Несмотря на то, что Лорисс использовала все запасы лекарств, которые, слава Свету, удалось спасти - даже предусмотрительный Глеб не мог представить себе, что помощь понадобится сразу всем! Несмотря на то, что она провела полдня в лесу, выискивая корень Беляны. Несмотря на то, что она меняла повязки, тщательно промывая рану слабым настоем Желтушника. Несмотря на все старания, Калинику стало хуже. Все остальные не знали правды, или предпочитали до поры ее не знать. И только она, бодро улыбаясь, шепча обнадеживающие слова, понимала - дело плохо.

Глеб еще шутил, недоумевая по поводу того, что такой опытный воин умудрился оставить в когтях каких-то там кошек, гордость любого мужчины - прекрасную шевелюру.

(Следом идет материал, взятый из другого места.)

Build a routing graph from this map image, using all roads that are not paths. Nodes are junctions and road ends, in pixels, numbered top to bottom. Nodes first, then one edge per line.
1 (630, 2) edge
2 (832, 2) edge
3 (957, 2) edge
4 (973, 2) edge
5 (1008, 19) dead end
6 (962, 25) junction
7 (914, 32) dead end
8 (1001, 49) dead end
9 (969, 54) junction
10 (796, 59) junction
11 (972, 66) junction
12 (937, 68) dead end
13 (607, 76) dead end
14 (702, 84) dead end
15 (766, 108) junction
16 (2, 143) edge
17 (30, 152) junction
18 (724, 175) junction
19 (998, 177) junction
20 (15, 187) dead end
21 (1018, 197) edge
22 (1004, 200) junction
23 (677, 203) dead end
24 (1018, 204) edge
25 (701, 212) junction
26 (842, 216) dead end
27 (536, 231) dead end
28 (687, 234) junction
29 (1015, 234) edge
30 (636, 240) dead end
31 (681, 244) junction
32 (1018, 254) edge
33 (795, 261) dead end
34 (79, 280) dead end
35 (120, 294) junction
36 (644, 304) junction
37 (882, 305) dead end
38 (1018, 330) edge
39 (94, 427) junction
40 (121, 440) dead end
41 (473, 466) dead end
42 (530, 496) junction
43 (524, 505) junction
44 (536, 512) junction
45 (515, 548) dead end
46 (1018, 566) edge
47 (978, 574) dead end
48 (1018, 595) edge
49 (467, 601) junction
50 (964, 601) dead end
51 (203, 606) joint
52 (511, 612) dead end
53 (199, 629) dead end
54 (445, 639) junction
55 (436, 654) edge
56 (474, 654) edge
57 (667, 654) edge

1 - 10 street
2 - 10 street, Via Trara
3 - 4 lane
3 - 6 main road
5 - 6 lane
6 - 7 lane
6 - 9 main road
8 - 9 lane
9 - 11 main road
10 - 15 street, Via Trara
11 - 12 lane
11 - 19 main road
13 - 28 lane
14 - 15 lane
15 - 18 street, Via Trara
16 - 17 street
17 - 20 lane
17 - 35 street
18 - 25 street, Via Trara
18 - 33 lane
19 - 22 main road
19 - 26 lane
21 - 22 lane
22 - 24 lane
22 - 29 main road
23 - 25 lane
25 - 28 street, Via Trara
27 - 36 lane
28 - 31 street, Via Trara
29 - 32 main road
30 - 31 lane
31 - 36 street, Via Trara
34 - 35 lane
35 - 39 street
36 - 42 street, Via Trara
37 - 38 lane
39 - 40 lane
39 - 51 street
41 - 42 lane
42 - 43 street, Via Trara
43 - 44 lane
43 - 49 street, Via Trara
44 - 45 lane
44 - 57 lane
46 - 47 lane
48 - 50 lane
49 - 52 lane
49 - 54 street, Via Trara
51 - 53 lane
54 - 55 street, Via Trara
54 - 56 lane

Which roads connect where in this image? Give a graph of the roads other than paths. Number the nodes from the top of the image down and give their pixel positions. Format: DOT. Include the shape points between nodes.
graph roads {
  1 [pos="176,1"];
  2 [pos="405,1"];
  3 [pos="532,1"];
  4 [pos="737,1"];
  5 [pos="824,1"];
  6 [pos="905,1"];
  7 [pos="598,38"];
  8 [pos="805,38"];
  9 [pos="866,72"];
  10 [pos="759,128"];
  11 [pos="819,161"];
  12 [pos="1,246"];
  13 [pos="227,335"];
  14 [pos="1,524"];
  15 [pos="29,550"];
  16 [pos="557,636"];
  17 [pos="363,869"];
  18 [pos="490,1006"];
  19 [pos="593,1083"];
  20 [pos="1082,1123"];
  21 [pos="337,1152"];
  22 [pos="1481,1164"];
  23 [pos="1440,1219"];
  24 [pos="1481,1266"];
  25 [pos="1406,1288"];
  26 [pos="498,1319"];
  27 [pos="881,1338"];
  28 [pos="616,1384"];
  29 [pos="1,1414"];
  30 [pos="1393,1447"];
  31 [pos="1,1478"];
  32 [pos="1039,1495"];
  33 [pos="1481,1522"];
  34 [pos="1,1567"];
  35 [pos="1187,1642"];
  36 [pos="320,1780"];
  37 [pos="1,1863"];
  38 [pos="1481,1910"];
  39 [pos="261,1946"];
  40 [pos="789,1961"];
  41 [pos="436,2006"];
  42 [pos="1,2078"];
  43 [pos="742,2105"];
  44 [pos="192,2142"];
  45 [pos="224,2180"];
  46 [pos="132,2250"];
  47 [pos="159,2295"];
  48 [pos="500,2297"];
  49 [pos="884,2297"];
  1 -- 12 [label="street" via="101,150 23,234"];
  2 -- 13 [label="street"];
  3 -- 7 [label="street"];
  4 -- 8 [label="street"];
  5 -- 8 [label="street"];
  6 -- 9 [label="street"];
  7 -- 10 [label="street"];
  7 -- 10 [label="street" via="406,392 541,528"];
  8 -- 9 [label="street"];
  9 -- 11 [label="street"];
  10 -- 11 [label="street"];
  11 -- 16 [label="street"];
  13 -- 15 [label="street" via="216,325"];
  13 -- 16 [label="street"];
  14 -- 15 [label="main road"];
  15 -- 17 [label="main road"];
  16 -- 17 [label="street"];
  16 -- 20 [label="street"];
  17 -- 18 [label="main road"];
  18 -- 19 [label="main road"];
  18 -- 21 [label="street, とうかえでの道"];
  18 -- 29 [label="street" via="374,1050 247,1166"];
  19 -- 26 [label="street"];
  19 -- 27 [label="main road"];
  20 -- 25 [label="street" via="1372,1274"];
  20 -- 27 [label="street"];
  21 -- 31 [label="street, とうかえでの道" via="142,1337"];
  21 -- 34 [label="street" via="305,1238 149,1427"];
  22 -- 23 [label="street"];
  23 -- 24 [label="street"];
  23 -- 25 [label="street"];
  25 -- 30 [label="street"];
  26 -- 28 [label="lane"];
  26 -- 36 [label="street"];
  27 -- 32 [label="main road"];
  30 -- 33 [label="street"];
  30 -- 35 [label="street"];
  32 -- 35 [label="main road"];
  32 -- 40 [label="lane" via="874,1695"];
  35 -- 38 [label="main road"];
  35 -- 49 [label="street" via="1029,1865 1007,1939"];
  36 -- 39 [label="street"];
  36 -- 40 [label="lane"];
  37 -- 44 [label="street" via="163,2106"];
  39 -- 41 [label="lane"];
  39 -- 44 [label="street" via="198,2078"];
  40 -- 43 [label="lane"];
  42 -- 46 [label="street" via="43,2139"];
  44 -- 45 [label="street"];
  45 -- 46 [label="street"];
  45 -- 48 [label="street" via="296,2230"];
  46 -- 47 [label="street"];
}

Калиник улыбался…

Он еще улыбался! Лорисс не услышала от него стона, когда он находился в состоянии бодрствования. Но она догадывалась, чего ему стоило сдерживаться. По ночам Калиник стонал. Да так, что Лорисс не могла спать. Она сидела рядом с ним, время от времени смачивала ему сухие, потрескавшиеся губы, и злилась на себя за то, что не может ничем помочь.

Глеб выделил три дня, чтобы привести раны в порядок. С большинством повреждений Лорисс справлялась без труда. Корень Беляны, заваренный в крутом кипятке, а потом процеженный до состояния густой вязкой массы, великолепно заживлял неглубокие порезы.

Первым, кто перестал внушать Лорисс опасения, был Флавиан. Длинный порез - чуть разошлась кожа, не более - на правой руке и две глубоких царапины на лице. Пусть придавали они благородному лицу вид заправского разбойника, зато спустя трое суток от них остались едва заметные розовые полосы. Издалека не заметные совершенно. Легкий загар плюс время, и скоро граф сможет принимать приглашения на званые обеды.

О Лавелии и говорить нечего. Злополучные события коснулись ее лишь отчасти. Она ничего не помнила. По ее словам, она заснула в горнице, а проснулась в объятиях Виля. Какой благородный поступок! Он вынес ее из бревенчатой постройки, когда вокруг бушевал пожар, выл ветер и хлестал дождь!

К слову сказать, тот “благородный поступок” дорого обошелся Лорисс. Да, Лавелия оказалась легкой. И сама Лорисс находилась в таком состоянии, когда не задумываешься о последствиях. Однако, бродя по лесу в поисках трав, которые еще могут пригодиться, Лорисс сгибалась в три погибели от резкой боли в животе. И забыла бы она о том поступке, тем более что через три дня боль прошла, но Лавелия не давала ей проходу, при каждом удобном случае спешила выразить свою благодарность.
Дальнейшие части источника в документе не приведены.